Google Ads Has Changed More in 18 Months Than the Previous 5 Years
If you set your campaigns up in 2023 and haven't touched them since, you're probably bleeding budget on tactics that don't work anymore. Google has rolled out AI-driven bidding, conversation-based ad formats, and Performance Max has absorbed much of what used to work in standard search.
The advertisers seeing real results in 2026 aren't running the same playbooks from three years ago.
Here's what's actually working right now.
What's Working: AI-Powered Bidding That Actually Works
Responsive Search Ads are now the baseline, not the upgrade. Google wants you feeding it multiple headlines and descriptions, and its AI tests combinations in real time to find what converts.
The key shift: Stop trying to outsmart the algorithm. Instead, give it more creative variations than you think you need. The system learns faster when it has more valid signals to work with.

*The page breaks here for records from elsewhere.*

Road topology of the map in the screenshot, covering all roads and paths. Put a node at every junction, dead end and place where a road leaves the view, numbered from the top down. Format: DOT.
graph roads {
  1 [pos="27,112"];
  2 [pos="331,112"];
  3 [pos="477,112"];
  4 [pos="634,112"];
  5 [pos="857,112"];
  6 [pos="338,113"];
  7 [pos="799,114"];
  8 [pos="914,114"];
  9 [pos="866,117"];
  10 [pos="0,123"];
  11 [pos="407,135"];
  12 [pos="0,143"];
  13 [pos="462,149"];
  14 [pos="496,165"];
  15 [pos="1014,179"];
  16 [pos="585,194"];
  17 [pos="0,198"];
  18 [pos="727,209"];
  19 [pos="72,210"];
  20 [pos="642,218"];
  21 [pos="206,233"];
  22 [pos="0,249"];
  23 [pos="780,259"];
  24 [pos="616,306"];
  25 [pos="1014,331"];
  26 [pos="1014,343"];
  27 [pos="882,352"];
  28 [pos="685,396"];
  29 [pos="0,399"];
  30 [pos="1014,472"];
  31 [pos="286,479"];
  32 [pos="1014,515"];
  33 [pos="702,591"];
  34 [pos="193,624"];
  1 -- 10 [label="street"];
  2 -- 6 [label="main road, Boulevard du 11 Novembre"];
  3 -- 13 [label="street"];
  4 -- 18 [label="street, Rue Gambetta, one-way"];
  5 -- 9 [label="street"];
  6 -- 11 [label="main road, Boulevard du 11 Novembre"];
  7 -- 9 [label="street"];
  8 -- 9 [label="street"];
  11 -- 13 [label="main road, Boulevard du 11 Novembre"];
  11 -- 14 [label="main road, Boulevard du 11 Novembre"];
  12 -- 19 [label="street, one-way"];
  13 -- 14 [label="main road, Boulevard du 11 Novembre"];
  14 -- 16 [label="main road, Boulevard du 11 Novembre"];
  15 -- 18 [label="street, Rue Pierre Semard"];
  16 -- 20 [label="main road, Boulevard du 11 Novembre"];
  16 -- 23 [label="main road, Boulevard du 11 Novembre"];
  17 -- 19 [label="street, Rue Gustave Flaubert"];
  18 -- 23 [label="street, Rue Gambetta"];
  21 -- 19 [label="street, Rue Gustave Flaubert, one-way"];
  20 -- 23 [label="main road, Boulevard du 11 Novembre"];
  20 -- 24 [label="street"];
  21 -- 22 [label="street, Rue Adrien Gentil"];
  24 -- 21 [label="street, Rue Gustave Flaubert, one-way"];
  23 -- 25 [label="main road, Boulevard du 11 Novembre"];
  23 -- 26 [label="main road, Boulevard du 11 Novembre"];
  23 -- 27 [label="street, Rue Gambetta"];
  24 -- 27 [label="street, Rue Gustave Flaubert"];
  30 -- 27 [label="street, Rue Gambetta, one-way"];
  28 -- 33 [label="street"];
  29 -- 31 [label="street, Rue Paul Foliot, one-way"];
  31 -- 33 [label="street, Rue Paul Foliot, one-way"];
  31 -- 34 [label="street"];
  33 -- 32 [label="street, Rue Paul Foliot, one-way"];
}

Performance Max campaigns have matured. They work when you have solid first-party data (retargeting audiences, customer lists) and a clear conversion path. They struggle when you're sending them to generic landing pages with no real differentiator.
What's Working: High-Intent Remarketing
The era of casting a wide net and relying on frequency to close is over. CPMs are too high for that approach to pencil out.

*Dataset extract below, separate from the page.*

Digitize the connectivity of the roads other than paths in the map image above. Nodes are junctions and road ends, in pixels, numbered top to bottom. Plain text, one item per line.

What works: building tight remarketing lists based on specific intent signals (visited pricing page, clicked on contact but didn't submit, viewed a specific service). Hit those people with tailored messaging that addresses what stopped them the first time.
This requires better tracking setup than most businesses have, but it's where the margins are.

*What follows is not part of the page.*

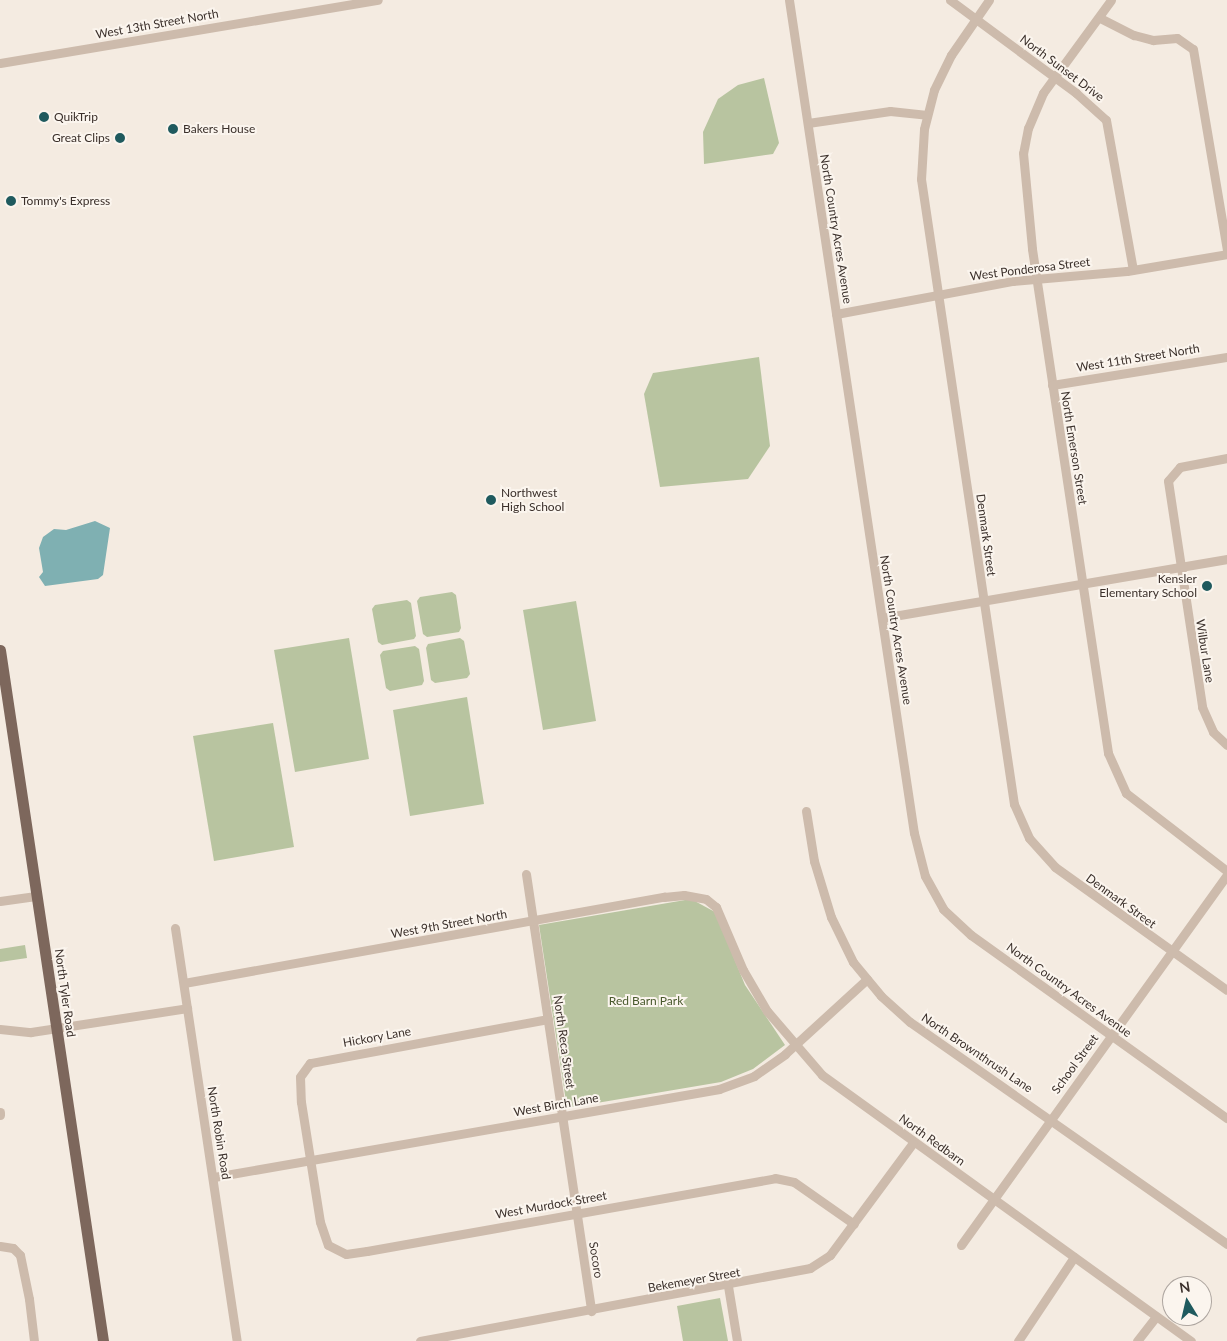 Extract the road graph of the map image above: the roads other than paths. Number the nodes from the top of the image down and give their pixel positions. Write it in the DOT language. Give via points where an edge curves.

What's Working: Local Service Ads for Service Businesses
If you're a local service business — HVAC, plumbing, legal, dental — Local Service Ads have become the most cost-effective channel in many markets. You pay per lead, Google vets the businesses, and the lead quality is often better than traditional search.
The trade-off: you're limited in how you can present your offer, and the leads often need fast follow-up. But the CPL math works for many businesses.
What to Stop Doing
Broad match keywords with no negative keyword discipline. If you're not actively pruning your keyword lists, you're paying for clicks that will never convert.
Sending paid traffic to your homepage. Your homepage is for people who already know you. Paid traffic needs a landing page that matches the intent of the ad and moves people toward a specific action.
Ignoring the AI recommendations panel. Google's AI is pointing at things you could optimize. Some of it is noise, but some of it is signal. Actually read the recommendations and test the ones that aren't obviously wrong.
Key Takeaways
- AI-powered responsive search ads are now baseline — give the algorithm more creative variations to learn from
- Tight remarketing based on specific intent signals outperforms broad targeting
- Local Service Ads are underutilized by service businesses that qualify
- Stop sending paid traffic to your homepage — build landing pages that match the ad intent
Measuring What Actually Matters
If you're still reporting on impressions and CTR, you're not measuring what matters. The metric that matters is cost per conversion, and the question you need to answer is whether that CPL is profitable given your average deal size and close rate.
If you're paying $150 per lead and closing 20% at $2,000, that's a $375 CAC. Sustainable if your margins support it. If you're closing 8%, your CAC is $937 and the math starts breaking.